Benchmarking is important in the embedded world, where we need to know whether applications will meet their real-time constraints, how much resources they use and power they consume. For my work on the energy consumption of compiler options, I constructed a set of benchmarks that had certain desirable characteristics for measuring energy consumption. In this blog post I will talk about how I selected the benchmarks and particular features they have, which allows a comprehensive overview of an embedded processor’s energy consumption.
Benchmarks for Energy?
Software drives the hardware, and as such has a huge impact on how much energy is needed to do a certain calculation – choosing a better algorithm in your application will make it faster and consume less energy. With the software controlling what the hardware does, a benchmark or set of benchmarks is needed to exercise typical use-cases of the hardware, benchmarking how much energy is needed to perform a set of operations. Most of the time just focussing on performance is good enough – if your application runs quicker, it is likely to use less energy overall. However to squeeze out that last bit of efficiency, working out where the energy is used is vital.
A recent article on EDN highlights the difficulties in measuring the power consumption for battery-powered devices – I/O, power states, peripherals and software make it challenging to benchmark energy consumption. For these benchmarks I focussed on the power consumption of the processor, since this is the area where compiler optimisations will have the largest effect.
Another Benchmark Suite
Almost all benchmark suites require some sort of operating system underneath them. This poses a problem for two reasons: In deeply embedded system we often have no operating system, and when profiling energy usage the operating system can greatly obfuscate the results, scheduling threads at inopportune times and the overhead of system management.
Some suites, such as MiBench have benchmarks that could be run bare metal – these were considered and around half of the final benchmark suite is derived from MiBench. The other benchmarks are derived from the WCET collection. MiBench is aimed at embedded systems which run Linux, whereas the WCET benchmarks are a collection of standalone programs, of which most will compile without external dependencies on hardware or software.
The intention of this benchmark suite was to exercise different parts of the processor’s pipeline, since the energy consumption in a processor come from active functional units, the registers file and buses connecting the components.
This leads to four orthogonal categories the benchmarks should span across:
- Integer operations
- Floating point operations
- Memory accesses
By choosing benchmarks with differing amounts of these operations, different parts of the processor will be activated in different combinations, allowing a full picture of the energy consumption to be obtained. A fifth characteristic, threading, was identified as another aspect that should be considered, using any interconnect and allow the impact on energy from parallel processing to be seen. This is something that should be considered in the future as more compiler optimisations start to impact parallel processing.

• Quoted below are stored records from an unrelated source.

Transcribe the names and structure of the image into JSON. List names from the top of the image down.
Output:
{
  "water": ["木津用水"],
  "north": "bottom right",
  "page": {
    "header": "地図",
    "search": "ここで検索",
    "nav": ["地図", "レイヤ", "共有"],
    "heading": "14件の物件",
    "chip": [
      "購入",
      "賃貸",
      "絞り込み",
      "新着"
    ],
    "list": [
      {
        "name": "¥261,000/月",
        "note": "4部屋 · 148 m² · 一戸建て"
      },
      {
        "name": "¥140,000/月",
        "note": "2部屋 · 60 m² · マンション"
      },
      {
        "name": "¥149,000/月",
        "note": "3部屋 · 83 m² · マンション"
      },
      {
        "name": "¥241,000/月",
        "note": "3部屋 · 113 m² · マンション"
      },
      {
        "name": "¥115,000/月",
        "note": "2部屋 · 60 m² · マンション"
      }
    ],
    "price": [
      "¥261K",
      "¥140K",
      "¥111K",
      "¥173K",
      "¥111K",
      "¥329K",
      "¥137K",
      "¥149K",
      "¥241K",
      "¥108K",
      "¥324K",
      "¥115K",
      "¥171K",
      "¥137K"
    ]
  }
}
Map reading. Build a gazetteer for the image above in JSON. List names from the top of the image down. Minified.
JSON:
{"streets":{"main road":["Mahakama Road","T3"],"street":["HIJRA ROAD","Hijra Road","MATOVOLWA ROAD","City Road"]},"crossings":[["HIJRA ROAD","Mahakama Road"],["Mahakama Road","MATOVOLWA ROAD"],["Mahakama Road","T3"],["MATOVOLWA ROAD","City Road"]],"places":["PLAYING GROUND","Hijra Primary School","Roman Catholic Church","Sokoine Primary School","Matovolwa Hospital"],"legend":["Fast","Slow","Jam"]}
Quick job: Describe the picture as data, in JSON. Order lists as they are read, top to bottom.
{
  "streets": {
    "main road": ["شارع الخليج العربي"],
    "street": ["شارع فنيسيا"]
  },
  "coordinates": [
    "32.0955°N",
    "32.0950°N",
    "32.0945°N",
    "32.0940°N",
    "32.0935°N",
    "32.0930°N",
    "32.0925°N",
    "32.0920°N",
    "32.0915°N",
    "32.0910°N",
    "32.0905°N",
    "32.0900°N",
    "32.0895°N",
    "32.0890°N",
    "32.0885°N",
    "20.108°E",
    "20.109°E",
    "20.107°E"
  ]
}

Initially 20 benchmarks were chosen to cover all of these points. This was later reduced to ten – many of the original benchmarks had similar characteristics, even if they were performing different calculations, reducing the amount of testing that needed to be performed. These formed a minimal set covering a range of different applications while exhibiting a large amount of differing behavior. These benchmarks, with the categories and types of computation they perform are shown below. This list covers many things that embedded systems may wish to do, such as cryptography, networking and mathematical operations.
|Float Matrix Multiplication||WCET||None||Med||Med||High||Med|
|Int Matrix Multiplication||WCET||None||High||Low||Med||Med|
These benchmarks were compiled and run on simulators, gathering statistics about how frequently each instruction was executed. This was repeated for three different processor architectures – ARM (Cortex-M0), Epiphany and XMOS – to check that a similar distribution was obtained for each. The instruction distribution for the benchmarks ran on Epiphany are shown below. The other graphs are not shown here – XMOS and ARM.
These instructions have been grouped into the above categories and show that types of instructions are roughly as expected and have a good variety of combinations. Not all bars reach 100%, as there are some control instructions not counted. Also some instructions appear as floating point, when they are in reality integer instructions – this comes from the ability of the Epiphany chip to use its floating point pipeline as an integer pipeline.
An interesting point – although perhaps not surprising – is the proportion of integer instructions in every benchmark: above 45% in all but one benchmark. This is a side effect of integers being required for most calculations. Address calculation, bitwise operations, loading constants, manipulating control flow all use integer instructions. The categories are broken down into more detail below.
In this more detailed breakdown it can be seen that the integer category breaks down into purely integer (consisting of the arithmetic instructions) and bitwise (consisting of bitwise operations and shifts). In benchmarks such as blowfish and CRC32, a large amount of bitwise operations are performed, as expected. However in Cubic (a cubic root solver), an unexpectedly large amount of bitwise operations are performed. This is because the benchmark uses double precision for the computation, and the Epiphany chip only has single precision hardware. GCC notices this and inserts function calls to emulate the double precision. This emulation typically involves a large amount of bitwise operations, to manipulate the floating point format (the code for GCC’s soft float library can be found here).
One other point of interest is the large proportion of move-type instructions. These occur frequently because Epiphany’s instruction set includes many conditional moves, often negating the need for branches.
- None of the benchmarks involve any parallelism.
- All of these benchmarks were chosen to exercise the processor. Therefore no I/O or peripherals are tested. As these can form a significant proportion of the energy consumption in modern processors, benchmarks which include peripheral tests would be needed for a complete system level view of the energy consumption.
- These are targeted at simple, deeply embedded processors. More complex processors with cache hierarchies or superscalar execution may need different categories to fully exercise the processor.
- The benchmarks are on GitHub.
- The list of benchmarks evaluated to choose these is on the project wiki.
- These benchmarks were used in: Compiler optimisations for energy efficiency.
James Pallister is a PhD student in the Department of Computer Science at Bristol University. He is currently doing a HiPEAC internship with Embecosm and contributes to our research into the impact of compilers on energy consumption in embedded systems.